_What you need to do:_ Repeat the following entries exactly, excluding pictures.

_Dataset extract:_
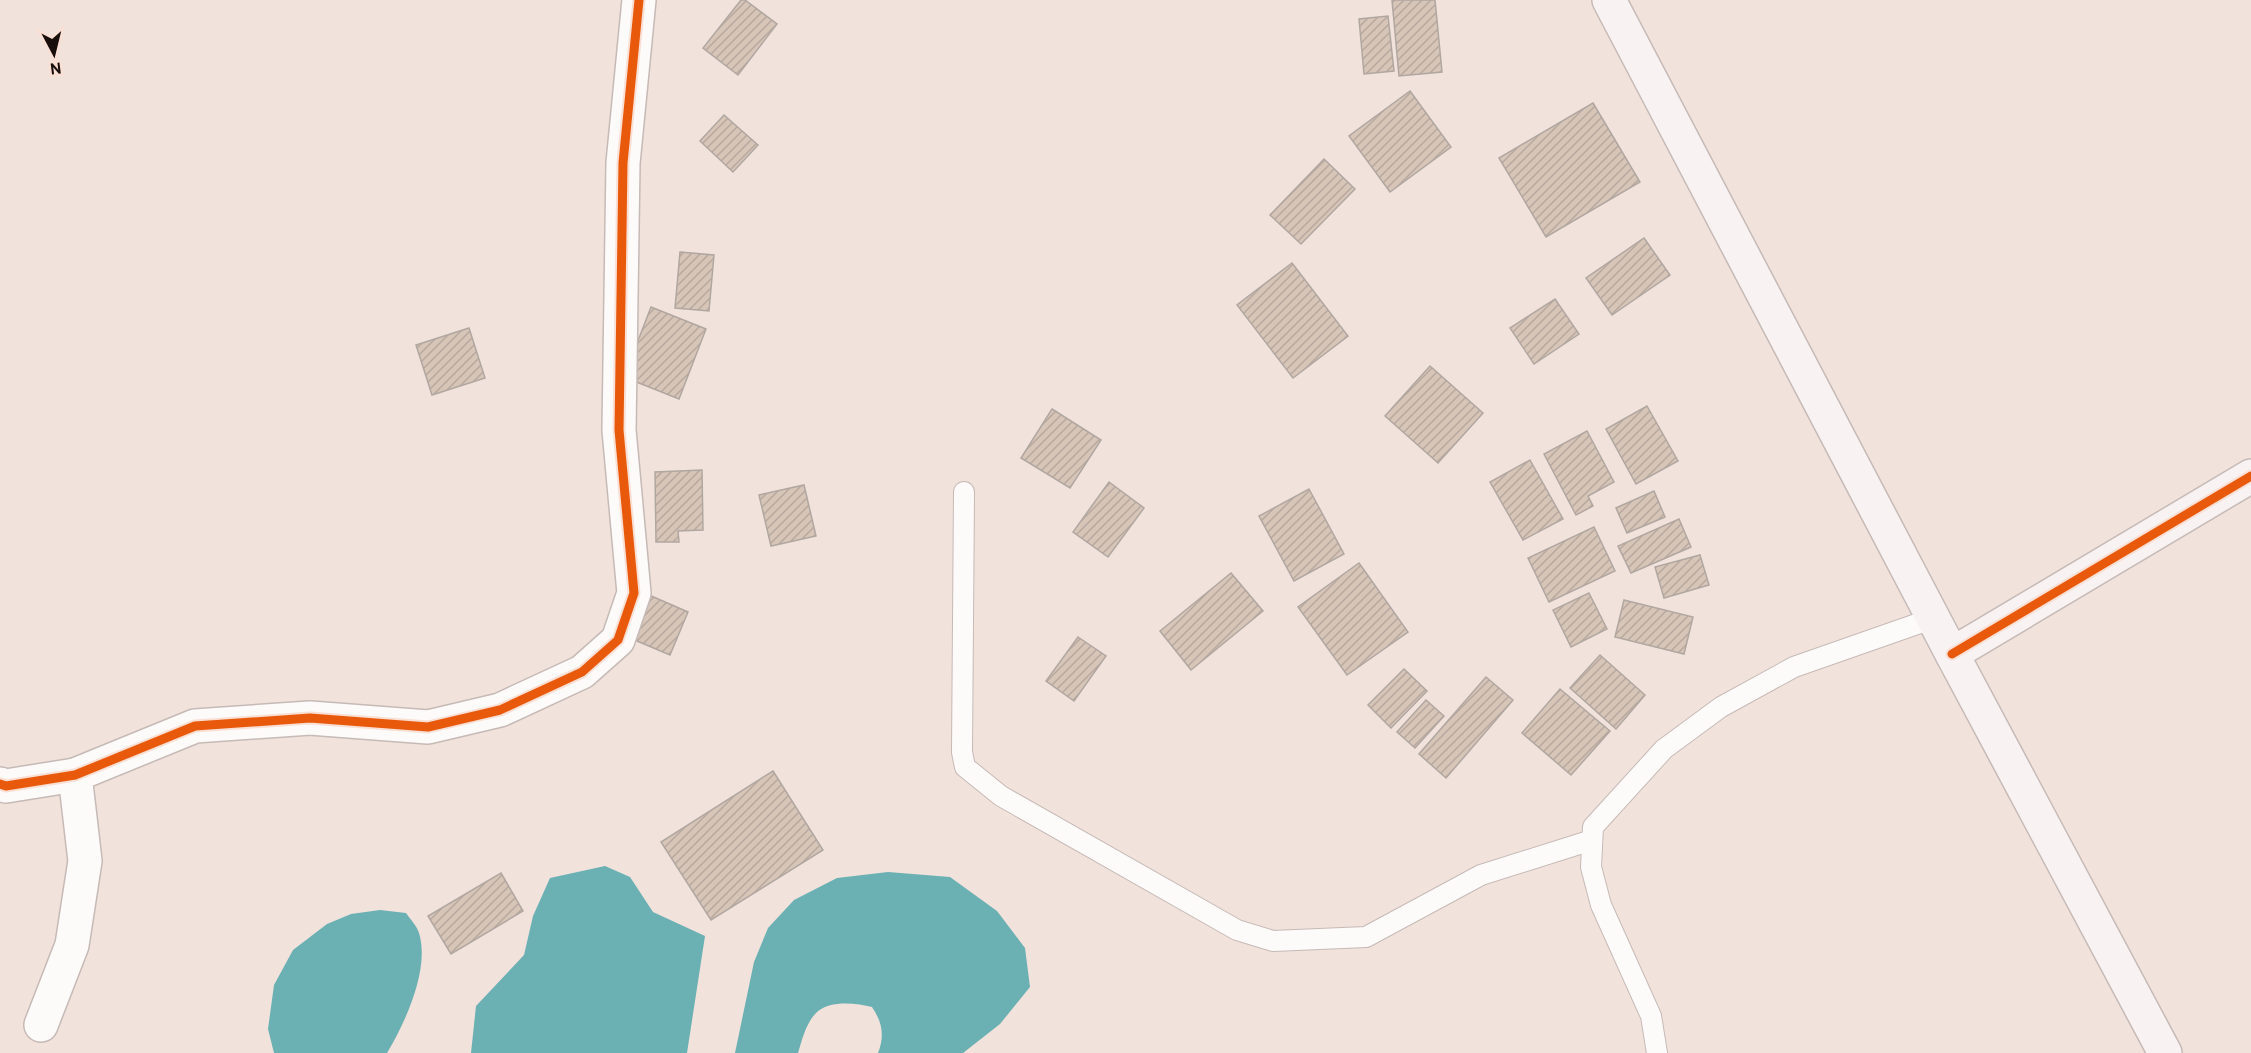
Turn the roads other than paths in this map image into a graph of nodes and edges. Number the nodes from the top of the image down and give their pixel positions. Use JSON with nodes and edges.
{"nodes":[{"id":1,"x":639,"y":0,"type":"edge"},
{"id":2,"x":1609,"y":0,"type":"edge"},
{"id":3,"x":2251,"y":476,"type":"edge"},
{"id":4,"x":964,"y":492,"type":"dead end"},
{"id":5,"x":1934,"y":618,"type":"junction"},
{"id":6,"x":1953,"y":654,"type":"junction"},
{"id":7,"x":75,"y":775,"type":"junction"},
{"id":8,"x":0,"y":784,"type":"edge"},
{"id":9,"x":1592,"y":840,"type":"junction"},
{"id":10,"x":41,"y":1025,"type":"dead end"},
{"id":11,"x":1657,"y":1053,"type":"edge"},
{"id":12,"x":2165,"y":1053,"type":"edge"}],
"edges":[{"from":1,"to":7,"type":"street"},
{"from":2,"to":5,"type":"main road"},
{"from":3,"to":6,"type":"main road"},
{"from":4,"to":9,"type":"lane"},
{"from":5,"to":6,"type":"main road"},
{"from":5,"to":9,"type":"lane"},
{"from":6,"to":12,"type":"main road"},
{"from":7,"to":8,"type":"street"},
{"from":7,"to":10,"type":"street"},
{"from":9,"to":11,"type":"lane"}]}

_Output of the task:_
Turn the roads other than paths in this map image into a graph of nodes and edges. Number the nodes from the top of the image down and give their pixel positions. Use JSON with nodes and edges.
{"nodes":[{"id":1,"x":639,"y":0,"type":"edge"},
{"id":2,"x":1609,"y":0,"type":"edge"},
{"id":3,"x":2251,"y":476,"type":"edge"},
{"id":4,"x":964,"y":492,"type":"dead end"},
{"id":5,"x":1934,"y":618,"type":"junction"},
{"id":6,"x":1953,"y":654,"type":"junction"},
{"id":7,"x":75,"y":775,"type":"junction"},
{"id":8,"x":0,"y":784,"type":"edge"},
{"id":9,"x":1592,"y":840,"type":"junction"},
{"id":10,"x":41,"y":1025,"type":"dead end"},
{"id":11,"x":1657,"y":1053,"type":"edge"},
{"id":12,"x":2165,"y":1053,"type":"edge"}],
"edges":[{"from":1,"to":7,"type":"street"},
{"from":2,"to":5,"type":"main road"},
{"from":3,"to":6,"type":"main road"},
{"from":4,"to":9,"type":"lane"},
{"from":5,"to":6,"type":"main road"},
{"from":5,"to":9,"type":"lane"},
{"from":6,"to":12,"type":"main road"},
{"from":7,"to":8,"type":"street"},
{"from":7,"to":10,"type":"street"},
{"from":9,"to":11,"type":"lane"}]}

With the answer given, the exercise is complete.